Whether a purported change to a trust in exercise of a power under the deed is properly supported by the power is to be determined in accordance with principles of trust law having regard to the scope of the power properly construed. Relevant to this question will be whether the deed itself explicitly specifies conditions that need to be satisfied for the exercise of the power to be effective.
Paragraphs 2-5 of TD 2012/21 provide an example where the adding of new entities to and exclusion of existing entities from a class of objects does not result in a CGT event. In the example the resolution to amend the deed to specifically remove named beneficiaries from the class of general beneficiaries is a valid exercise of a power of amendment contained within the deed and does give rise to the happening of a CGT event.
Similar to the example above, the proposed variations to the Deed will change the named beneficiaries under the Trust.
The Trustee's powers to amend the terms of the Trust are stated in clause 9 of the Deed, with further general conditions in clause 11.
The Trustee may vary the terms of the Deed on the condition that any variation relating to the corpus of the Trust is for the benefit of persons or corporations in existence at the time of the Deed or who will come into existence before the vesting date. The variation must not confer a benefit on the Settlor or any other person who has paid money into the Trust as described in clause 11.
The proposed variations seek to remove Individuals 2 and 3 as named beneficiaries listed in the First, Second and Third Schedules of the Deed and replace them with Individual 1. Individuals 2 and 3 will still be beneficiaries of the Trust as part of the class of beneficiaries mentioned in the amended First Schedule, as Individual 2 is the sibling of Individual 1 and Individual 3 is the spouse of Individual 2. However, they will no longer be default beneficiaries of the Trust income under clause 2(c) and will no longer be default beneficiaries of the trust fund (capital) under clause 4.
The power of variation under clause 9 contemplates a change to beneficiaries as indicated by the wording.

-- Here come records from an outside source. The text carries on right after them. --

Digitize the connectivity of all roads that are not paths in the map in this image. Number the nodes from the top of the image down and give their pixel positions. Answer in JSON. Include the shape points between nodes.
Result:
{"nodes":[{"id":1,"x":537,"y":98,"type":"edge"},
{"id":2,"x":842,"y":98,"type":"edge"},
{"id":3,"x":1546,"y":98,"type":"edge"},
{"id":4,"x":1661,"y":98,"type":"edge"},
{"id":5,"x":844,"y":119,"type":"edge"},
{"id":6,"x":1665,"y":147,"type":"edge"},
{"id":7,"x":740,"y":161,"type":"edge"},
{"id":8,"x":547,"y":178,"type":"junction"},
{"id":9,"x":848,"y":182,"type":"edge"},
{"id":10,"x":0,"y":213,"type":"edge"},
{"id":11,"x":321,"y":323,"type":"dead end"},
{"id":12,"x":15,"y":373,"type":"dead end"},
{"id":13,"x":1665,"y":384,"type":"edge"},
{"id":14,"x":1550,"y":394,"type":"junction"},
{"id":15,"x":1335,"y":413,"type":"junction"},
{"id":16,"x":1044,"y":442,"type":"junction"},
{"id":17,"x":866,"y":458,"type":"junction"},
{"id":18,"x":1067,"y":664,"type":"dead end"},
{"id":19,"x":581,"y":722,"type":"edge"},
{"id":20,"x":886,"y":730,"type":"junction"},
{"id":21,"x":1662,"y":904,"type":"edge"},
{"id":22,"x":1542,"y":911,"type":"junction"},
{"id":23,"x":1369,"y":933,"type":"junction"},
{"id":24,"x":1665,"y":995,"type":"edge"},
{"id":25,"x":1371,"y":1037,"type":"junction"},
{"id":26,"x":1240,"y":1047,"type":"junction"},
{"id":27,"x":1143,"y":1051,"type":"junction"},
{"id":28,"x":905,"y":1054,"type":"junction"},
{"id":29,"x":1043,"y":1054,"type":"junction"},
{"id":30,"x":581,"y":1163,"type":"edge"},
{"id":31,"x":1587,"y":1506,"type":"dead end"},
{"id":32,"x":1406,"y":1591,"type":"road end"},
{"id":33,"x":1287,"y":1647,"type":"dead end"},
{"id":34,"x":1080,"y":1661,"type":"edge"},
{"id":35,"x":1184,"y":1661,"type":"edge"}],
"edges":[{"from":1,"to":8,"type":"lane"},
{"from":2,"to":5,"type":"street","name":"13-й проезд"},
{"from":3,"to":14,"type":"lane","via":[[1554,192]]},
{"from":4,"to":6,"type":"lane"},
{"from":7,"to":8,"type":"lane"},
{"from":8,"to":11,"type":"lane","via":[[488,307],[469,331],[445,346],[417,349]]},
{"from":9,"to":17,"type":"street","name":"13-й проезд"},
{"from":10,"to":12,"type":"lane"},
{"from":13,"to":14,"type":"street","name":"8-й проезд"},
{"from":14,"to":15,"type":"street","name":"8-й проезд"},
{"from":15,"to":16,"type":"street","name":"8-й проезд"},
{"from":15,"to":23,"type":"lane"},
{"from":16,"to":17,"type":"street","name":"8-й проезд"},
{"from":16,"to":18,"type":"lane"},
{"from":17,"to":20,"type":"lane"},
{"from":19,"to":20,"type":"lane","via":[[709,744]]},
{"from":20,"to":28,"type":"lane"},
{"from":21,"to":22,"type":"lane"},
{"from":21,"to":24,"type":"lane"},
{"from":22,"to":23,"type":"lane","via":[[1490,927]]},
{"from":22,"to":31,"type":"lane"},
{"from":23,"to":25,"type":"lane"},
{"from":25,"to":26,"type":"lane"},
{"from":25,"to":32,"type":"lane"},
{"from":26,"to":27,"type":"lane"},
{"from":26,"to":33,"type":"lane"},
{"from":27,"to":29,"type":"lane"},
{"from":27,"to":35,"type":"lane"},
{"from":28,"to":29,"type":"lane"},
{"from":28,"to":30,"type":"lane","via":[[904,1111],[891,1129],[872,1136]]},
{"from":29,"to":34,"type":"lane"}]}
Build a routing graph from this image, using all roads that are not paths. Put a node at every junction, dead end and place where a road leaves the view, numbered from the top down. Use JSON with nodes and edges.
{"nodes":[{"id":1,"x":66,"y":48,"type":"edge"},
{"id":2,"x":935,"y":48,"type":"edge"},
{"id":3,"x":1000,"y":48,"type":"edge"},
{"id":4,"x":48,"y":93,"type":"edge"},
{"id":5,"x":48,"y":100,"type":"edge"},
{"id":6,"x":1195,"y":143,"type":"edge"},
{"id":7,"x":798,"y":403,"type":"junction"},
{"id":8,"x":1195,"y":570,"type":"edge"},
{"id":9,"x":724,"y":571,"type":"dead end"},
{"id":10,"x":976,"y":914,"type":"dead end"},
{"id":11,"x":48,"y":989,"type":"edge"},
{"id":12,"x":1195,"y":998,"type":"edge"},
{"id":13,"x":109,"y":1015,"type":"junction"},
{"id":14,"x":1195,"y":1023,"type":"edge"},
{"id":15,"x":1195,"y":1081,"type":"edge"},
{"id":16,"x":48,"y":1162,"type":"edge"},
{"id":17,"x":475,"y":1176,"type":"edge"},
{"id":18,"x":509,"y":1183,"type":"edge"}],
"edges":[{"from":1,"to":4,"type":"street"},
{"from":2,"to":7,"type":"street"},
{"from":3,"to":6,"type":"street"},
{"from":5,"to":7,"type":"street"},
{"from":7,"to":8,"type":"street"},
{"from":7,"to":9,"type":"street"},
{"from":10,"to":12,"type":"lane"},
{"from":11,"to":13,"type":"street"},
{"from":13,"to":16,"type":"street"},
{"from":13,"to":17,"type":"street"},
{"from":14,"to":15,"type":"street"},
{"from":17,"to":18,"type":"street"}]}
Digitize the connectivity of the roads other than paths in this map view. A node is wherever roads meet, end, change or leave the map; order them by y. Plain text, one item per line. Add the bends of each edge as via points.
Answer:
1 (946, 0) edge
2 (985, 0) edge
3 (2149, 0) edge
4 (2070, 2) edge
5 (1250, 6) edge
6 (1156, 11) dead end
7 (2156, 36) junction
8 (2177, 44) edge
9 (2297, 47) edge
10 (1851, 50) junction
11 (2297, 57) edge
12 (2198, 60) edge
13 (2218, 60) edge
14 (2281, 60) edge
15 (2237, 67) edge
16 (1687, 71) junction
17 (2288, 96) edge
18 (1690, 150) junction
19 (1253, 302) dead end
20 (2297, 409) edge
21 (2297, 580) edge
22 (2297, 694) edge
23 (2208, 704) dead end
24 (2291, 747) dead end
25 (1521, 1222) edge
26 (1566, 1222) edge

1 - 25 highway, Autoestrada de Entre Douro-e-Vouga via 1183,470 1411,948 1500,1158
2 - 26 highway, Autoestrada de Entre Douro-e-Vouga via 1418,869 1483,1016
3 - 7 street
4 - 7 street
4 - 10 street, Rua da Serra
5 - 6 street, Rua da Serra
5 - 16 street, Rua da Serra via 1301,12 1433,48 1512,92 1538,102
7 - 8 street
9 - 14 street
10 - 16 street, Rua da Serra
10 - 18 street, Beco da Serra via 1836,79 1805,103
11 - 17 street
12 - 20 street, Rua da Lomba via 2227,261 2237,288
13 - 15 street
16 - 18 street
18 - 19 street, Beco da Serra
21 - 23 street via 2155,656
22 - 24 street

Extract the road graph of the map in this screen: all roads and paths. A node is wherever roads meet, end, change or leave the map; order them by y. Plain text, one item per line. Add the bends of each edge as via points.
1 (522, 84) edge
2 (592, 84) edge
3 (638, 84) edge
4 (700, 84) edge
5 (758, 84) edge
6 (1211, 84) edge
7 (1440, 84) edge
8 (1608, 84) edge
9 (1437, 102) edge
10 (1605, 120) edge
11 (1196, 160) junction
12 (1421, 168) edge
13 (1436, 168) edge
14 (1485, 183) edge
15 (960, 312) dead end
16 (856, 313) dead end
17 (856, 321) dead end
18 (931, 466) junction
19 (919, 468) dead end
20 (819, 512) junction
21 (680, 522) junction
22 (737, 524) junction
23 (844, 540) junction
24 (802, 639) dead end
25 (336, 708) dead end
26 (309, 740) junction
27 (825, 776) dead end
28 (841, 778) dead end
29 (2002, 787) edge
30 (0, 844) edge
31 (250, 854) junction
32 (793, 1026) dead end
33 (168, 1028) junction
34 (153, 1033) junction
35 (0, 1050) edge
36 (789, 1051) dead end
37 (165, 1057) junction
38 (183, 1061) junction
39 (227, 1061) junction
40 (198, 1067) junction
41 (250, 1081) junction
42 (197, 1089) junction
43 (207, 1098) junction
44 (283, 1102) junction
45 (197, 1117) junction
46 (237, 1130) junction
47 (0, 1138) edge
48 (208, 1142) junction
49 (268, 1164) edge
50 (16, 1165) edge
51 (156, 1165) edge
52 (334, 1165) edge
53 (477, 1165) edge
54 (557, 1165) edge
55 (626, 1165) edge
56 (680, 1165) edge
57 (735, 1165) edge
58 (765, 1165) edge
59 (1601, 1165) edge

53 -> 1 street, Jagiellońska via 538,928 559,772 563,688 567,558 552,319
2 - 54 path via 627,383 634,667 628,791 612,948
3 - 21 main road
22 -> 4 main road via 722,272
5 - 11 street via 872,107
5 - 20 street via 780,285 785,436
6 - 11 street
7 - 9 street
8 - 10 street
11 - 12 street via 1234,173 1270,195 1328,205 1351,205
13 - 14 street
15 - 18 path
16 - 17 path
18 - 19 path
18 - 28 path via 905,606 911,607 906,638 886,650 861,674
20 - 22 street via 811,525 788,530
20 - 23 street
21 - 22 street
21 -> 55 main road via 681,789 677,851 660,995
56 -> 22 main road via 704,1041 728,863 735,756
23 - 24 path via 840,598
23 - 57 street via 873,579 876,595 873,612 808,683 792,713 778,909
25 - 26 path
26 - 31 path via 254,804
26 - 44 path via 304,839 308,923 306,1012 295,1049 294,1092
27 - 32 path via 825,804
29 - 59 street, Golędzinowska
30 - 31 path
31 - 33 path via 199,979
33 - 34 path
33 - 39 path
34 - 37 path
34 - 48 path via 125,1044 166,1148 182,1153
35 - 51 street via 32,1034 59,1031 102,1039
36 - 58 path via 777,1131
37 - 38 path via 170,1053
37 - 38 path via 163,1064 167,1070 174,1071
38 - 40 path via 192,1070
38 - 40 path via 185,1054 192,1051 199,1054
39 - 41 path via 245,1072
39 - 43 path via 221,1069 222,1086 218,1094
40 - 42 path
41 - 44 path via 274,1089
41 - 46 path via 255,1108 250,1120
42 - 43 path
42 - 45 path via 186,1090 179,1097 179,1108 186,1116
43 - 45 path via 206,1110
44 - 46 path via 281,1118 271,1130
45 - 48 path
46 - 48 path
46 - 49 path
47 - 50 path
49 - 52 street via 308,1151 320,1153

Therefore, the proposed changes to the beneficiaries are considered within the scope of the power.
We accept that the variation to the terms of the Trust is made by a valid exercise of power under the Deed and the conditions therein. The power to amend provided in the Deed is very broad, and the changing of beneficiaries under the Deed is made within the scope of that power. The variation will not cause the Trust to terminate and new trust to arise for tax law purposes. Therefore, CGT events E1 and E2 do not happen.